■ Aim of the exercise:
Beginning at the first line of the data, print each line exactly, stopping after the line that contains "Road topology of".

::: Exercise inputs :::

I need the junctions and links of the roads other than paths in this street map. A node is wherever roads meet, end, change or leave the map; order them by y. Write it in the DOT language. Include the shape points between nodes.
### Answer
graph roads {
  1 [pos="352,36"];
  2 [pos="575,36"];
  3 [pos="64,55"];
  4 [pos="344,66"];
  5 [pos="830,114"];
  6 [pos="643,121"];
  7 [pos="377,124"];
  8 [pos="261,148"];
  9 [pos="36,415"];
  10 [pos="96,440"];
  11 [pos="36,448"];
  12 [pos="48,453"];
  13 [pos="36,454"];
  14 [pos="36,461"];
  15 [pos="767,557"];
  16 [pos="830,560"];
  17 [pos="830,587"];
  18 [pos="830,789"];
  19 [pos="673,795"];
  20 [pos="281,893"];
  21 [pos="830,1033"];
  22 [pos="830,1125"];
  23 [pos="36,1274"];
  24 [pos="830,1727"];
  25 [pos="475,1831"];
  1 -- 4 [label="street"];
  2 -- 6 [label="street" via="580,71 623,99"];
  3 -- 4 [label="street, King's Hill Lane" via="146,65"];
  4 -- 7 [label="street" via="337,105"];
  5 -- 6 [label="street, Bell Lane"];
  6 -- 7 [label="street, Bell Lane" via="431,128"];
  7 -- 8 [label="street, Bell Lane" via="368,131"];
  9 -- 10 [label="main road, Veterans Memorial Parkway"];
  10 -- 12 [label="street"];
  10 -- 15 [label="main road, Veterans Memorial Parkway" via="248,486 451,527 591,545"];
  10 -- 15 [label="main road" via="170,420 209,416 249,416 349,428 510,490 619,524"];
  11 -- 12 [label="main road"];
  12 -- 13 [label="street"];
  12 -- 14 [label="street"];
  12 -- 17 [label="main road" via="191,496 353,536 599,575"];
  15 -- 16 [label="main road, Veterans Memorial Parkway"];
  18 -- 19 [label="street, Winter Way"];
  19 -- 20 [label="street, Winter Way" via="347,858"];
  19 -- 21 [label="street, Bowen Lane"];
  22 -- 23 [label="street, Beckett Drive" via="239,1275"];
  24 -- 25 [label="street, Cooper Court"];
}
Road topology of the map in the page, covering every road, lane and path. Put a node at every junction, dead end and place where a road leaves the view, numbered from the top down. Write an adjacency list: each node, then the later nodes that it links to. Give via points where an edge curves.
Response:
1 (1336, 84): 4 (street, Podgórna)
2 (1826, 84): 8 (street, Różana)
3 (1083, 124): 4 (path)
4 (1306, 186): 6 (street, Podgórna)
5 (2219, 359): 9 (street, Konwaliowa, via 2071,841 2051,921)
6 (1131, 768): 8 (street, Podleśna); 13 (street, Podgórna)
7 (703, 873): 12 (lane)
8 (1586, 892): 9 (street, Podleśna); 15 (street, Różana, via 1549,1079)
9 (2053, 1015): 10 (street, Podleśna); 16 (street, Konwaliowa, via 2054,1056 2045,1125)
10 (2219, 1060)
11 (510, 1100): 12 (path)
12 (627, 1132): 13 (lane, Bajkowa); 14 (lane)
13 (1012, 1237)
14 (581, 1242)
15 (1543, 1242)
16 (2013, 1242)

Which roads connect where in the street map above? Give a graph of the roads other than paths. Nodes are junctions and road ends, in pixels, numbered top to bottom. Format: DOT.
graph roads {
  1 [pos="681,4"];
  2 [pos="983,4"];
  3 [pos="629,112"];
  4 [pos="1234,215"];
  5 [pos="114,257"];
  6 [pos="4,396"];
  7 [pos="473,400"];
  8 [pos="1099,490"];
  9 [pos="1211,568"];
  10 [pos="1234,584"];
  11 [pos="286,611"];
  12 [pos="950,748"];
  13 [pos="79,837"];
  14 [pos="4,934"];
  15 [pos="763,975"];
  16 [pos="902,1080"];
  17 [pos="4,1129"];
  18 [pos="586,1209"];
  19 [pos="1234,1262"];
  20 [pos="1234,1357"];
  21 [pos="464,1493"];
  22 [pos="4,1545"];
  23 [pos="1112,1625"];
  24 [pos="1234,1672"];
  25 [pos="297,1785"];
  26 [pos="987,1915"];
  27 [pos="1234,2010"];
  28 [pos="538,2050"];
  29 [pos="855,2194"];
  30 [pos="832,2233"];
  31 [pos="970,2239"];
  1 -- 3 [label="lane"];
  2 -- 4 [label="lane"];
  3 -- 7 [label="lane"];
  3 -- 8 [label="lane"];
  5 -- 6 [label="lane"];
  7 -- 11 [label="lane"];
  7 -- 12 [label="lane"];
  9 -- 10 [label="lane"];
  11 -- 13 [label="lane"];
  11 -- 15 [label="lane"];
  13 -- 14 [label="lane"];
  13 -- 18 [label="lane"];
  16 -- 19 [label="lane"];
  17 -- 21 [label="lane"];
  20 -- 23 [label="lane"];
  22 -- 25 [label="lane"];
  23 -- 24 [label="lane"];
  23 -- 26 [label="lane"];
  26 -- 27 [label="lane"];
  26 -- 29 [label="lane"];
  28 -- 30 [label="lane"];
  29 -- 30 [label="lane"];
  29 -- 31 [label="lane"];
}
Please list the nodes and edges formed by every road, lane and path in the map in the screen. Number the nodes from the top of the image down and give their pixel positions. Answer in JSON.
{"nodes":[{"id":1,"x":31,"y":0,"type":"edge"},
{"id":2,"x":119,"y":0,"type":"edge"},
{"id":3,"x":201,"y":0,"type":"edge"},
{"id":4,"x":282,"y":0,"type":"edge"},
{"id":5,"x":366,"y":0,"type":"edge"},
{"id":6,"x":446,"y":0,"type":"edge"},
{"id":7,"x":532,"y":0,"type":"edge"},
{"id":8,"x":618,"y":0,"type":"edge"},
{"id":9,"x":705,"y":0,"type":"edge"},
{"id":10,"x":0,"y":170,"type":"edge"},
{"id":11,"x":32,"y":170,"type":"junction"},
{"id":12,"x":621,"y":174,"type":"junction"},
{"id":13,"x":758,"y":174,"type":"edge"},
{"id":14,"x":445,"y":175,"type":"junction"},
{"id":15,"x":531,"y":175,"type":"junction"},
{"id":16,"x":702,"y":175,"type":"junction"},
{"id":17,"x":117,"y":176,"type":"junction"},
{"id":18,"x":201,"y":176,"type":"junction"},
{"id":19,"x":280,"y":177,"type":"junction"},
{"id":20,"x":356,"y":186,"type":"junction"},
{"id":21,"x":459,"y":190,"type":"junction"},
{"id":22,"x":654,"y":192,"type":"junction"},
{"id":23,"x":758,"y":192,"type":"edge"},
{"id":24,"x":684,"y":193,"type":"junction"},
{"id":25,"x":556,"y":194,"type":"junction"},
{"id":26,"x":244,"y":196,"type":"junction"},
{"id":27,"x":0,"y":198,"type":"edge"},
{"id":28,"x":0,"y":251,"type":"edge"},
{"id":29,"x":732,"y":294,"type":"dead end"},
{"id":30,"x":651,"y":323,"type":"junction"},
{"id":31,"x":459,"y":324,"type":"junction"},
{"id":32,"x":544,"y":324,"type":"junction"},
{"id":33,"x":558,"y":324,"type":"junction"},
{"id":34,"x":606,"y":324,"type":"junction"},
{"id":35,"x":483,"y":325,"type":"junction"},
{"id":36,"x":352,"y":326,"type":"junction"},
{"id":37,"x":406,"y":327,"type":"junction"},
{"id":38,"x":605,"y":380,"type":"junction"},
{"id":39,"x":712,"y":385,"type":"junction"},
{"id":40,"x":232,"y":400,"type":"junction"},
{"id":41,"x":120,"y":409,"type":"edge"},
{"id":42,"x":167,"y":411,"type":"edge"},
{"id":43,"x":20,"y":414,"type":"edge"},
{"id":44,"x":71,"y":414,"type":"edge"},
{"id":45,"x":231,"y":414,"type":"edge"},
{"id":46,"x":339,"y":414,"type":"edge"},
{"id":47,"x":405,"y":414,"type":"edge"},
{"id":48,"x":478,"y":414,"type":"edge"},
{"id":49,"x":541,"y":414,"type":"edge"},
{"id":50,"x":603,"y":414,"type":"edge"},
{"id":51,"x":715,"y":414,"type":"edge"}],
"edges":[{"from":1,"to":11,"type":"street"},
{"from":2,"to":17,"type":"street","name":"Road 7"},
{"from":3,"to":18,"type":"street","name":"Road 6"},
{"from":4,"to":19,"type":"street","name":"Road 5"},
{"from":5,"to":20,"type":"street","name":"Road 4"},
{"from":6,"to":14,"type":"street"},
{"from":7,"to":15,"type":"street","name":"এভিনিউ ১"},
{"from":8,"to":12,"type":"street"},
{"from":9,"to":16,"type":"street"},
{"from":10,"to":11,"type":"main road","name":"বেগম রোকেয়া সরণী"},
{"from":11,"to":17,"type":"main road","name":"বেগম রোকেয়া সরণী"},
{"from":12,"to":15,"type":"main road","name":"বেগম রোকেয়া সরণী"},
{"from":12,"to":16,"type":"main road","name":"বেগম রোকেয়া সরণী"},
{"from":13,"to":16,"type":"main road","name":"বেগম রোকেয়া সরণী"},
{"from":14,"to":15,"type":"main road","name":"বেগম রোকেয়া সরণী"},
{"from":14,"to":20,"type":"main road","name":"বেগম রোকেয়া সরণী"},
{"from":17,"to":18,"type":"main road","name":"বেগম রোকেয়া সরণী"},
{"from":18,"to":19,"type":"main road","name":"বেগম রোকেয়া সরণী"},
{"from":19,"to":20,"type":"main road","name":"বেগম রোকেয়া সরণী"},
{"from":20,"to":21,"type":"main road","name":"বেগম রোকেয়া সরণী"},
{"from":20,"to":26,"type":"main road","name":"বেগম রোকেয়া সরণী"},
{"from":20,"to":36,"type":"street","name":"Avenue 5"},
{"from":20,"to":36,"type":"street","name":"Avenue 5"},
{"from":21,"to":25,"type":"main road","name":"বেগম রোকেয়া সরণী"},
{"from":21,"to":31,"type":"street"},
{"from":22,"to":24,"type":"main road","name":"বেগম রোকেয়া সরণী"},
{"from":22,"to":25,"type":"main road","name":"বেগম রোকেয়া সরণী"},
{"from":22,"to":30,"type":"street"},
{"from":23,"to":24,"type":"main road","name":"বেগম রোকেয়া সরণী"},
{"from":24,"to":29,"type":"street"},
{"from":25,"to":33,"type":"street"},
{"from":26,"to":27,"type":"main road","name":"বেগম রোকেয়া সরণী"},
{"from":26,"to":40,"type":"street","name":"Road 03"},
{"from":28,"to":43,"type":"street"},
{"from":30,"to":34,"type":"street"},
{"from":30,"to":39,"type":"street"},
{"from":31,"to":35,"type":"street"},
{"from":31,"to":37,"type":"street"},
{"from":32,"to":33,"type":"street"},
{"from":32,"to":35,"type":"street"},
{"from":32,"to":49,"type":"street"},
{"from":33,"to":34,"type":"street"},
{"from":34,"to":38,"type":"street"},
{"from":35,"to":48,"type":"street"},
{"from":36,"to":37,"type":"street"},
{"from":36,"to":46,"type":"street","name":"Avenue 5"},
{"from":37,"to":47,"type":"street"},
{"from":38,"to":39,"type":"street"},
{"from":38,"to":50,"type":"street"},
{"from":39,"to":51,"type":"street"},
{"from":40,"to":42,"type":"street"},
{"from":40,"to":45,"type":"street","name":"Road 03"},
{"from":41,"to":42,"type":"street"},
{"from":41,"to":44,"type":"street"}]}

:::

■ Response area:
I need the junctions and links of the roads other than paths in this street map. A node is wherever roads meet, end, change or leave the map; order them by y. Write it in the DOT language. Include the shape points between nodes.
### Answer
graph roads {
  1 [pos="352,36"];
  2 [pos="575,36"];
  3 [pos="64,55"];
  4 [pos="344,66"];
  5 [pos="830,114"];
  6 [pos="643,121"];
  7 [pos="377,124"];
  8 [pos="261,148"];
  9 [pos="36,415"];
  10 [pos="96,440"];
  11 [pos="36,448"];
  12 [pos="48,453"];
  13 [pos="36,454"];
  14 [pos="36,461"];
  15 [pos="767,557"];
  16 [pos="830,560"];
  17 [pos="830,587"];
  18 [pos="830,789"];
  19 [pos="673,795"];
  20 [pos="281,893"];
  21 [pos="830,1033"];
  22 [pos="830,1125"];
  23 [pos="36,1274"];
  24 [pos="830,1727"];
  25 [pos="475,1831"];
  1 -- 4 [label="street"];
  2 -- 6 [label="street" via="580,71 623,99"];
  3 -- 4 [label="street, King's Hill Lane" via="146,65"];
  4 -- 7 [label="street" via="337,105"];
  5 -- 6 [label="street, Bell Lane"];
  6 -- 7 [label="street, Bell Lane" via="431,128"];
  7 -- 8 [label="street, Bell Lane" via="368,131"];
  9 -- 10 [label="main road, Veterans Memorial Parkway"];
  10 -- 12 [label="street"];
  10 -- 15 [label="main road, Veterans Memorial Parkway" via="248,486 451,527 591,545"];
  10 -- 15 [label="main road" via="170,420 209,416 249,416 349,428 510,490 619,524"];
  11 -- 12 [label="main road"];
  12 -- 13 [label="street"];
  12 -- 14 [label="street"];
  12 -- 17 [label="main road" via="191,496 353,536 599,575"];
  15 -- 16 [label="main road, Veterans Memorial Parkway"];
  18 -- 19 [label="street, Winter Way"];
  19 -- 20 [label="street, Winter Way" via="347,858"];
  19 -- 21 [label="street, Bowen Lane"];
  22 -- 23 [label="street, Beckett Drive" via="239,1275"];
  24 -- 25 [label="street, Cooper Court"];
}
Road topology of the map in the page, covering every road, lane and path. Put a node at every junction, dead end and place where a road leaves the view, numbered from the top down. Write an adjacency list: each node, then the later nodes that it links to. Give via points where an edge curves.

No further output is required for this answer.